[Required action]:
After counting the lines below that contain "paths", reply with that number alone.

[Available records — start]

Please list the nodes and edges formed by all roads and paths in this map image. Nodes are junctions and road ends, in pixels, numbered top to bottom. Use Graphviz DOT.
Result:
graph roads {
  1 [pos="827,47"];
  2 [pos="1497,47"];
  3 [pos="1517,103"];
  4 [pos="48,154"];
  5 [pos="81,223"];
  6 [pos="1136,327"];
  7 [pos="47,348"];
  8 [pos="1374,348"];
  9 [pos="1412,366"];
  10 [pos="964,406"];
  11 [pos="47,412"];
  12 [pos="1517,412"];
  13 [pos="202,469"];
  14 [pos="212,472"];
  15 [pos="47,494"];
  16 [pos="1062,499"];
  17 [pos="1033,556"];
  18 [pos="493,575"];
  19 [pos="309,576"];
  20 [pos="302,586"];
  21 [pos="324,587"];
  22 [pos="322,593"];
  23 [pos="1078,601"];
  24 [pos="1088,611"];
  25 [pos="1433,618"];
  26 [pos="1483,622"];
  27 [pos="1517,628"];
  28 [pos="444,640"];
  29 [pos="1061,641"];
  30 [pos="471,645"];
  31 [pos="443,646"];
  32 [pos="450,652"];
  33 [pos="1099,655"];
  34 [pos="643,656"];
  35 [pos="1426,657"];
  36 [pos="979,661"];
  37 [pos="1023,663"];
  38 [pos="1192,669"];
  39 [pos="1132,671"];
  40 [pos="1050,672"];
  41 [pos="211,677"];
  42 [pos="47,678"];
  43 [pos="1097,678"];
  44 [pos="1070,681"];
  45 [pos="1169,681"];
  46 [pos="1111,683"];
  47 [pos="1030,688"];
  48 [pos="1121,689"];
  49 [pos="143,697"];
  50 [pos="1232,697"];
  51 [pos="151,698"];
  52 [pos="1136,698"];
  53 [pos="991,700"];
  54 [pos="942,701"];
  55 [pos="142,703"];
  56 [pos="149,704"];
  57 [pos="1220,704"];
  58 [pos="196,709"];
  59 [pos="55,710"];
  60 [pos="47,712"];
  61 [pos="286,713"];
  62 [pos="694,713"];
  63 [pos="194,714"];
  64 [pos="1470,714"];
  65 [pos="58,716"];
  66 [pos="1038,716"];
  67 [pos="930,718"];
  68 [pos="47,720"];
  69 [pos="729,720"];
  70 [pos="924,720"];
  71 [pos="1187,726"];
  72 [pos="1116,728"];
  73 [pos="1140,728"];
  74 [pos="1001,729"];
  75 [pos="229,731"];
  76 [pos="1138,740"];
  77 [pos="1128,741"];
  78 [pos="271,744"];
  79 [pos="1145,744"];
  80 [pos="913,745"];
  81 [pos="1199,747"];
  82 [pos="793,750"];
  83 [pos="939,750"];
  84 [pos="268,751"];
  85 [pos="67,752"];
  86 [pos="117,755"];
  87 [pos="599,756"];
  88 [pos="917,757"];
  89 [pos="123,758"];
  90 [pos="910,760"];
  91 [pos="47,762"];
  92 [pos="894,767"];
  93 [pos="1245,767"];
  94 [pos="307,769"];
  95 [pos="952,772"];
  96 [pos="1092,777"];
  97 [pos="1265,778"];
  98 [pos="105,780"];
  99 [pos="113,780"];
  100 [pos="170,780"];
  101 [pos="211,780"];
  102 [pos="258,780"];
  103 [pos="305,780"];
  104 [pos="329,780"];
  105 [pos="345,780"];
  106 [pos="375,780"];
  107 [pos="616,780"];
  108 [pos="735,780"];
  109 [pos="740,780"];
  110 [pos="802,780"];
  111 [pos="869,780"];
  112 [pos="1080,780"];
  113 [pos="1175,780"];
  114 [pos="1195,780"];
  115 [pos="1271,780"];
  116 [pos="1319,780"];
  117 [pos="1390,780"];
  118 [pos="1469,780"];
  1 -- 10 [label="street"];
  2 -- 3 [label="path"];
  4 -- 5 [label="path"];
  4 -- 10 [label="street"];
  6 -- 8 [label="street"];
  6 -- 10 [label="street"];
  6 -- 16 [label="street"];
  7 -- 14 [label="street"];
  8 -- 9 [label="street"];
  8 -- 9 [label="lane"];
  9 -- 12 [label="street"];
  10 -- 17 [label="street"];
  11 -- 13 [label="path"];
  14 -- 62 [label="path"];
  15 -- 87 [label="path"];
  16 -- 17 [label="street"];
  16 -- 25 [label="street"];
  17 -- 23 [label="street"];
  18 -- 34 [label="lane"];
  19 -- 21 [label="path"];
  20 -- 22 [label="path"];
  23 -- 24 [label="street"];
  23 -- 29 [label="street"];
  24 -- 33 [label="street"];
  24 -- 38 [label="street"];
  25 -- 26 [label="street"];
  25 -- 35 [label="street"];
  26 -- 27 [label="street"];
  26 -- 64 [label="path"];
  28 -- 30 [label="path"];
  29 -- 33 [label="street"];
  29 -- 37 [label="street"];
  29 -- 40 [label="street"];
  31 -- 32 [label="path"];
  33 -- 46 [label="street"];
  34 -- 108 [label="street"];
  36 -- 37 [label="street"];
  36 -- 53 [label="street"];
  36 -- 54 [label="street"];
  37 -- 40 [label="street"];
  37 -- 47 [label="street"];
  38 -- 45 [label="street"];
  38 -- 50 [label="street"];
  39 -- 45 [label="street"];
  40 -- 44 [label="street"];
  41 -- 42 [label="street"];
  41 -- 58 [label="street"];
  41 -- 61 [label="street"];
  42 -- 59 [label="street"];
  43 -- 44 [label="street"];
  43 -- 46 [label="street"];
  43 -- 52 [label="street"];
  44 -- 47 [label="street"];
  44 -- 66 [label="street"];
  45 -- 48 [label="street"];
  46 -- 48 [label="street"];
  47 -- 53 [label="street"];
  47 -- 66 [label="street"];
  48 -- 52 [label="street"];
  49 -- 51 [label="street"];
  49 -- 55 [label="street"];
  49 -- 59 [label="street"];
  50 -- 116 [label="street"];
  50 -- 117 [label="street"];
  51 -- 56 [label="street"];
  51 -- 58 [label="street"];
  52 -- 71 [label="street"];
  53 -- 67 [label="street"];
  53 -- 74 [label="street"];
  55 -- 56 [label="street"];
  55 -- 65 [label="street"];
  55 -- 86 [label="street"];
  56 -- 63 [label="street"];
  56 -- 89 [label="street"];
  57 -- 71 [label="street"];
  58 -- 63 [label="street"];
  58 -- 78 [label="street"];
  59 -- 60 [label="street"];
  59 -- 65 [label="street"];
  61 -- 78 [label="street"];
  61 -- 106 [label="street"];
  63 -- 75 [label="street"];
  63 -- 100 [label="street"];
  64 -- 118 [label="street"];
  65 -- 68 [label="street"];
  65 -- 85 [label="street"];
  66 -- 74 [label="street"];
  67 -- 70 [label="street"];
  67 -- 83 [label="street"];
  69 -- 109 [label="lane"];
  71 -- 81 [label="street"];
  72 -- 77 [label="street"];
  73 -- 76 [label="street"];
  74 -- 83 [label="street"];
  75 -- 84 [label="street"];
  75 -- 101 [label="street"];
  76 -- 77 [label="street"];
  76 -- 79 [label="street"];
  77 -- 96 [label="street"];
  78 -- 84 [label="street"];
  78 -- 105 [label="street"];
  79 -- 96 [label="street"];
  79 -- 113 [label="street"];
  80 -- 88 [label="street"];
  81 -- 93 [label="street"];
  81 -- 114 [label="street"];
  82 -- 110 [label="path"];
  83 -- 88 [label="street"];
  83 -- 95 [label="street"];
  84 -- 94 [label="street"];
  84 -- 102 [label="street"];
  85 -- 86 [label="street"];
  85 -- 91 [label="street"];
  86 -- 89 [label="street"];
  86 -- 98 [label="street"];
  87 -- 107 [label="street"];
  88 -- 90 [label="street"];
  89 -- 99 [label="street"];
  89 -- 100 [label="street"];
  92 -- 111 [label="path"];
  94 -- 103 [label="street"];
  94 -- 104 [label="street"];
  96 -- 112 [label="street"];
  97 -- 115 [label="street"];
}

[Available records — finish]
[Available records — start]

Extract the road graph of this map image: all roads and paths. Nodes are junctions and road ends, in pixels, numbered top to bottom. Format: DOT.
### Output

[Available records — finish]

[Response]:
2